[enhancement] monitor and other read-only commands must not call functions that load backup
This issue should not affect the state of jobs, it's a different issue but related to what was reported in the production runs issue.
Autosubmit Version
master
as of this morning.
$ git show
commit a957048e894de8848d746ab3805592ccf66734ac (HEAD -> master, upstream/master, upstream/HEAD)
Merge: db907829 a081ff73
Author: Daniel Beltran Mora <daniel.beltran@bsc.es>
Date: Thu Mar 7 15:47:41 2024 +0100
Merge branch 'het-job-message' into 'master'
Fixes "attempt to cancel an het job" failure message
Closes #1245
See merge request es/autosubmit!412
Summary
autosubmit monitor
loads backup of jobs to display in the plot or text file, which can be misleading.
I guess users would prefer to be alerted that the command failed instead, and use GUI or ask for
help (worse, they may not notice the warning, and get confused with the statuses displayed).
Steps to reproduce
- Simulate an IO error on LUMI
diff --git a/autosubmit/job/job_list.py b/autosubmit/job/job_list.py
index 9f5fbfcc..befad310 100644
--- a/autosubmit/job/job_list.py
+++ b/autosubmit/job/job_list.py
@@ -2321,6 +2321,7 @@ class JobList(object):
"""
Log.info("Loading JobList")
try:
+ raise IOError('Something IO happened on LUMI')
return self._persistence.load(self._persistence_path, self._persistence_file)
except AutosubmitCritical:
raise
- Pretend you have a backup with some old jobs, maybe several chunks ago?...
$ cp ~/autosubmit/a002/pkl/job_list_a002.pkl ~/autosubmit/a002/pkl/job_list_a002_backup.pkl
- Run the command they reported in the production runs issue.
$ autosubmit monitor a002 -o txt
Autosubmit is running with 4.1.0
Getting job list...
Checking configuration files...
Expdef config file is correct
Platforms sections: OK
Jobs sections OK
Autosubmit general sections OK
Configuration files OK
Loading JobList
[ERROR] Autosubmit will use a backup for recover the job_list[eCode=6010]
Loading backup JobList
Creating jobs...
Load finished
Adding dependencies to the graph..
Adding dependencies to the job..
Transitive reduction...
Looking for edgeless jobs...
Writing status txt...
Status txt created at <_io.TextIOWrapper name='/home/kinow/autosubmit/a002/status/a002_20240308_0856.txt' mode='w+' encoding='UTF-8'>
The message is very similar to what they had, with the difference that now we do not replace the pickle file, so the jobs should not be in WAITING
, but the output of monitor
might be inconsistent.
What is the current bug behavior?
autosubmit monitor $expid
may load the backup to display that to users, but it is probably better to show an error to the user.

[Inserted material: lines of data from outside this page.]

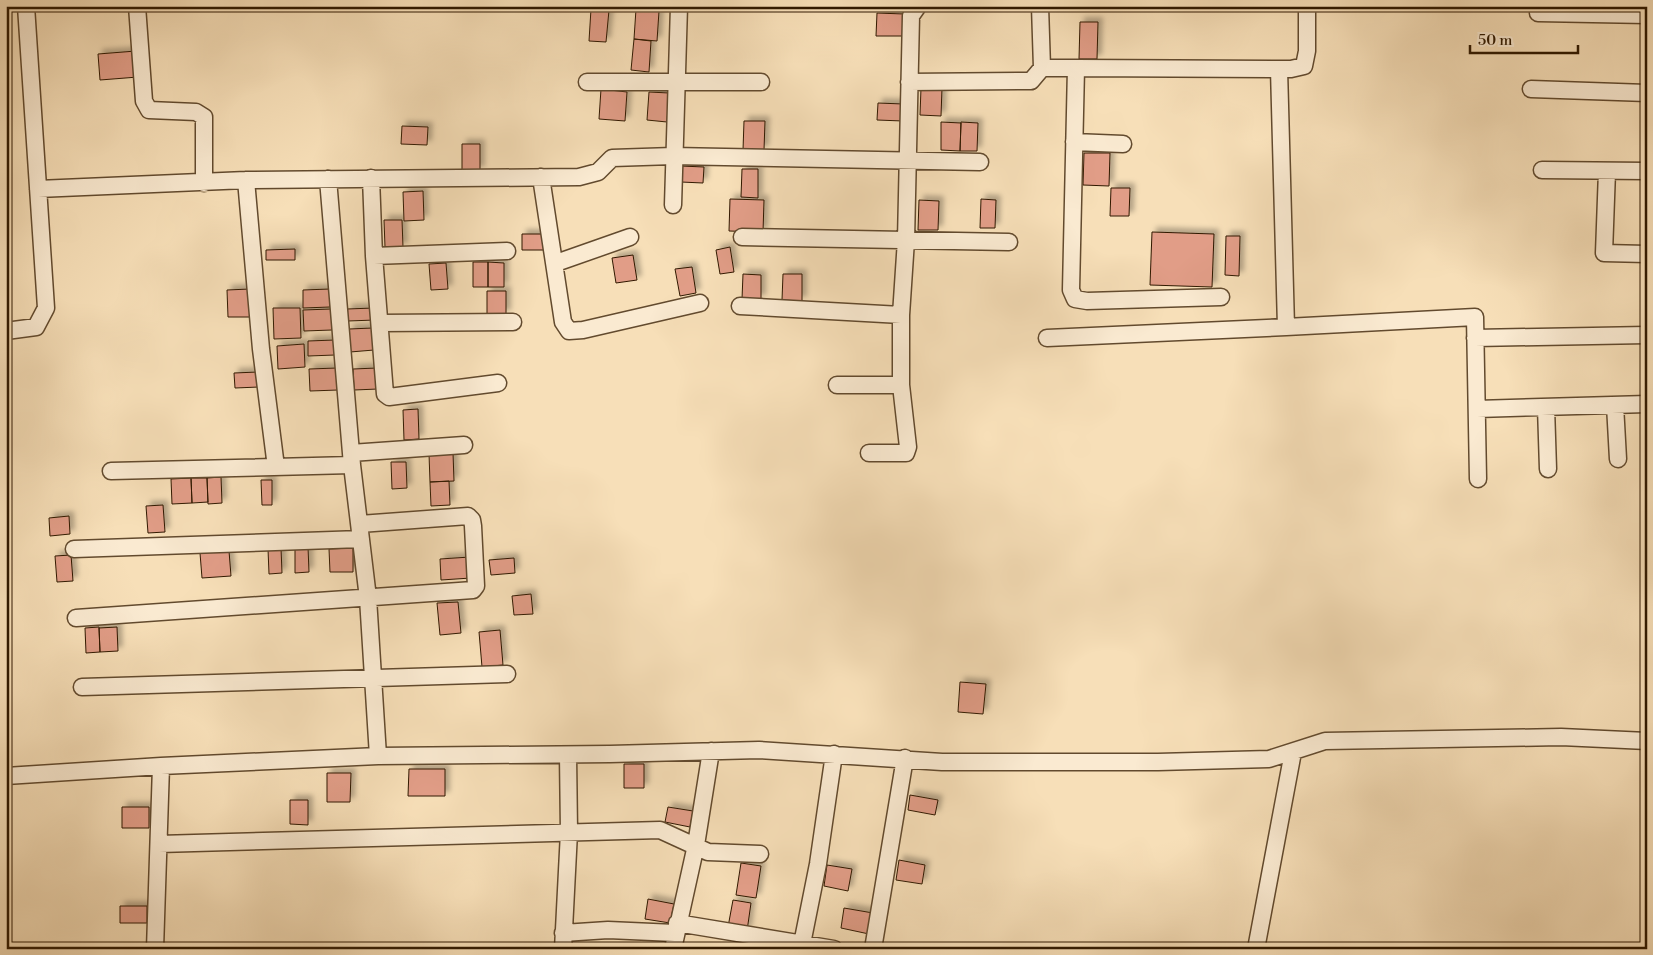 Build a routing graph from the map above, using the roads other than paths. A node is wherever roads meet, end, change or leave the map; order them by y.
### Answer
1 (26, 6) edge
2 (138, 6) edge
3 (679, 6) edge
4 (918, 6) edge
5 (1040, 6) edge
6 (1306, 6) edge
7 (1538, 12) dead end
8 (1647, 15) edge
9 (1042, 68) junction
10 (1076, 68) junction
11 (1279, 69) junction
12 (587, 82) dead end
13 (677, 82) junction
14 (761, 82) dead end
15 (909, 82) junction
16 (1531, 89) dead end
17 (1647, 93) edge
18 (1074, 142) junction
19 (1123, 144) dead end
20 (673, 156) junction
21 (908, 160) junction
22 (980, 162) dead end
23 (1542, 170) dead end
24 (1607, 171) junction
25 (1647, 171) edge
26 (541, 177) junction
27 (371, 178) junction
28 (328, 179) junction
29 (246, 180) junction
30 (204, 183) junction
31 (38, 189) junction
32 (672, 205) dead end
33 (630, 237) dead end
34 (742, 237) dead end
35 (906, 240) junction
36 (1009, 242) dead end
37 (507, 251) dead end
38 (1647, 254) edge
39 (374, 256) junction
40 (556, 263) junction
41 (1221, 297) dead end
42 (700, 303) dead end
43 (740, 306) dead end
44 (901, 315) junction
45 (513, 322) dead end
46 (381, 324) junction
47 (1286, 327) junction
48 (6, 331) edge
49 (1647, 335) edge
50 (1047, 338) dead end
51 (1475, 338) junction
52 (498, 383) dead end
53 (837, 385) dead end
54 (901, 385) junction
55 (1647, 404) edge
56 (1615, 405) junction
57 (1546, 407) junction
58 (1476, 409) junction
59 (464, 445) dead end
60 (869, 453) dead end
61 (352, 459) junction
62 (1618, 459) dead end
63 (276, 466) junction
64 (1548, 469) dead end
65 (111, 472) dead end
66 (1478, 479) dead end
67 (360, 531) junction
68 (74, 549) dead end
69 (368, 598) junction
70 (76, 618) dead end
71 (507, 674) dead end
72 (374, 679) junction
73 (82, 687) dead end
74 (1647, 741) edge
75 (712, 751) junction
76 (1293, 752) junction
77 (834, 754) junction
78 (568, 755) junction
79 (378, 756) junction
80 (905, 758) junction
81 (161, 766) junction
82 (6, 776) edge
83 (570, 832) junction
84 (159, 844) junction
85 (696, 845) junction
86 (760, 854) dead end
87 (675, 935) edge
88 (563, 941) edge
89 (802, 944) junction
90 (156, 949) edge
91 (834, 949) edge
92 (873, 949) edge
93 (1256, 949) edge

1 - 31 street
2 - 30 street
3 - 13 street
4 - 15 street
5 - 9 street
6 - 11 street
7 - 8 street
9 - 10 street
9 - 15 street
10 - 11 street
10 - 18 street
11 - 47 street
12 - 13 street
13 - 14 street
13 - 20 street
15 - 21 street
16 - 17 street
18 - 19 street
18 - 41 street
20 - 21 street
20 - 26 street
20 - 32 street
21 - 22 street
21 - 35 street
23 - 24 street
24 - 25 street
24 - 38 street
26 - 27 street
26 - 40 street
27 - 28 street
27 - 39 street
28 - 29 street
28 - 61 street
29 - 30 street
29 - 63 street
30 - 31 street
31 - 48 street
33 - 40 street
34 - 35 street
35 - 36 street
35 - 44 street
37 - 39 street
39 - 46 street
40 - 42 street
43 - 44 street
44 - 54 street
45 - 46 street
46 - 52 street
47 - 50 street
47 - 51 street
49 - 51 street
51 - 58 street
53 - 54 street
54 - 60 street
55 - 56 street
56 - 57 street
56 - 62 street
57 - 58 street
57 - 64 street
58 - 66 street
59 - 61 street
61 - 63 street
61 - 67 street
63 - 65 street
67 - 68 street
67 - 69 street
67 - 69 street
69 - 70 street
69 - 72 street
71 - 72 street
72 - 73 street
72 - 79 street
74 - 76 street
75 - 77 street
75 - 78 street
75 - 85 street
76 - 80 street
76 - 93 street
77 - 80 street
77 - 89 street
78 - 79 street
78 - 83 street
79 - 81 street
80 - 92 street
81 - 82 street
81 - 84 street
83 - 84 street
83 - 85 street
83 - 88 street
84 - 90 street
85 - 86 street
85 - 87 street
87 - 88 street
87 - 89 street
89 - 91 street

What is the expected correct behavior?
An error, with our AS error code, and maybe a stack trace so users know which error it was (FileExists, PermissionError, FileNotFound, etc.) as that would help them (and us) to troubleshoot it.

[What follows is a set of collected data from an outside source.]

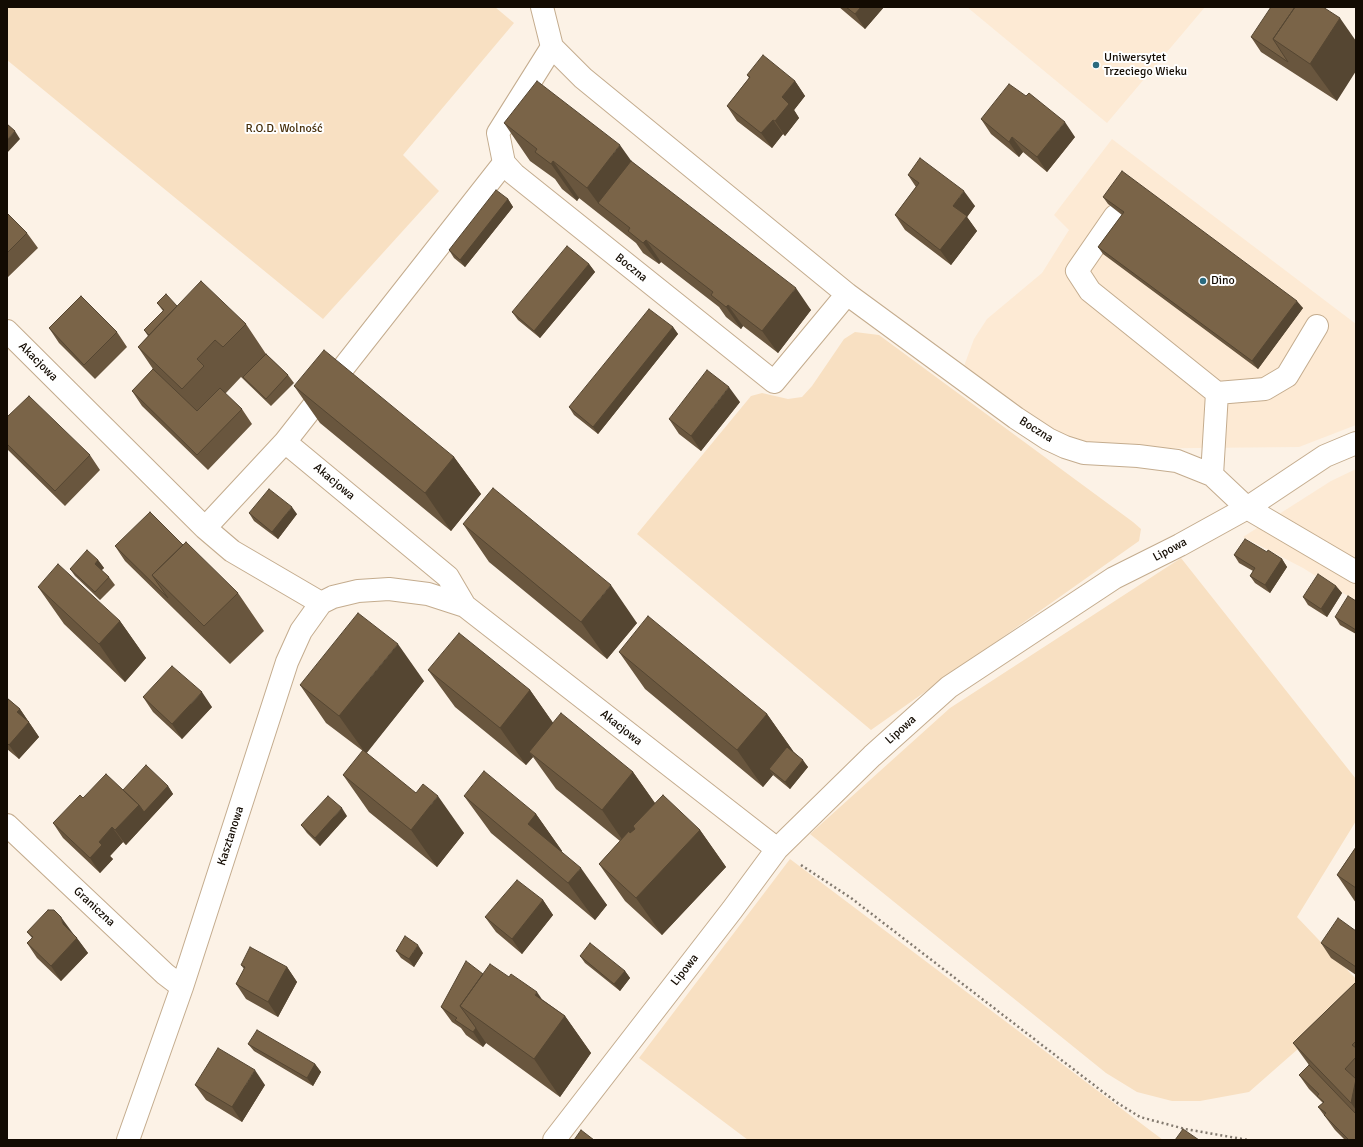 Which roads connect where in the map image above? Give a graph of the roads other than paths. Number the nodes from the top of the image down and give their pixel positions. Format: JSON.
{"nodes":[{"id":1,"x":542,"y":7,"type":"edge"},
{"id":2,"x":552,"y":47,"type":"junction"},
{"id":3,"x":504,"y":163,"type":"junction"},
{"id":4,"x":1115,"y":216,"type":"dead end"},
{"id":5,"x":847,"y":294,"type":"junction"},
{"id":6,"x":1317,"y":326,"type":"dead end"},
{"id":7,"x":7,"y":332,"type":"edge"},
{"id":8,"x":1217,"y":393,"type":"junction"},
{"id":9,"x":286,"y":442,"type":"junction"},
{"id":10,"x":1356,"y":443,"type":"edge"},
{"id":11,"x":1212,"y":475,"type":"junction"},
{"id":12,"x":1247,"y":508,"type":"junction"},
{"id":13,"x":205,"y":528,"type":"junction"},
{"id":14,"x":1356,"y":572,"type":"edge"},
{"id":15,"x":322,"y":603,"type":"junction"},
{"id":16,"x":465,"y":606,"type":"junction"},
{"id":17,"x":7,"y":825,"type":"edge"},
{"id":18,"x":777,"y":849,"type":"junction"},
{"id":19,"x":182,"y":987,"type":"junction"},
{"id":20,"x":128,"y":1140,"type":"edge"},
{"id":21,"x":554,"y":1140,"type":"edge"}],
"edges":[{"from":1,"to":2,"type":"street"},
{"from":2,"to":3,"type":"street"},
{"from":2,"to":5,"type":"street","name":"Boczna"},
{"from":3,"to":5,"type":"street","name":"Boczna"},
{"from":3,"to":9,"type":"street"},
{"from":4,"to":8,"type":"street"},
{"from":5,"to":11,"type":"street","name":"Boczna"},
{"from":6,"to":8,"type":"street"},
{"from":7,"to":13,"type":"street","name":"Akacjowa"},
{"from":8,"to":11,"type":"street"},
{"from":9,"to":13,"type":"street"},
{"from":9,"to":16,"type":"street","name":"Akacjowa"},
{"from":10,"to":12,"type":"street","name":"Lipowa"},
{"from":11,"to":12,"type":"street","name":"Boczna"},
{"from":12,"to":14,"type":"street","name":"Boczna"},
{"from":12,"to":18,"type":"street","name":"Lipowa"},
{"from":13,"to":15,"type":"street","name":"Akacjowa"},
{"from":15,"to":16,"type":"street","name":"Akacjowa"},
{"from":15,"to":19,"type":"street","name":"Kasztanowa"},
{"from":16,"to":18,"type":"street","name":"Akacjowa"},
{"from":17,"to":19,"type":"street","name":"Graniczna"},
{"from":18,"to":21,"type":"street","name":"Lipowa"},
{"from":19,"to":20,"type":"street","name":"Kasztanowa"}]}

Relevant logs and/or screenshots(if applicable)
Here's what happens with autosubmit monitor -o txt $expid
right now.
bin/autosubmit.py
-> autosubmit/autosubmit.py, function monitor()
-> autosubmit/autosubmit.py, function load_job_list()
-> autosubmit/autosubmit.py, function generate()
-> autosubmit/job/job_list.py, function load() # Where "Loading JobList" message is printed...
The code of the function above is exactly this on master
right now:
Log.info("Loading JobList")
try:
return self._persistence.load(self._persistence_path, self._persistence_file)
except AutosubmitCritical:
raise
except:
Log.printlog(
"Autosubmit will use a backup for recover the job_list", 6010)
return self.backup_load()
So we print some logs, and then try to load the JobList. If it fails, and if the error raised was raised by Autosubmit (raising an AutosubmitCritical), then we do not load the back, and instead raise the error.
If the error is a BlockingIOError, BrokenPipeError, FileExistsError,
(all I/O errors that could be raised in LUMI) then we go into the
except
part, and load the backup.
I think it's alright to load the backup here. But for the monitor
command, I think it does not make sense to load any backup. Instead
we must fail with a message like "Failed to load the job list: here's your error,
here's your stack trace, and a code to search our docs", etc.
And instead of trying to handle the exceptions caught/raised, or
workaround the I/O errors, it's much safer to have a flag to not
load the backup at all, or a separate function, used by monitor
and any other read-only commands.
Cheers
Any other relevant information(if applicable)
()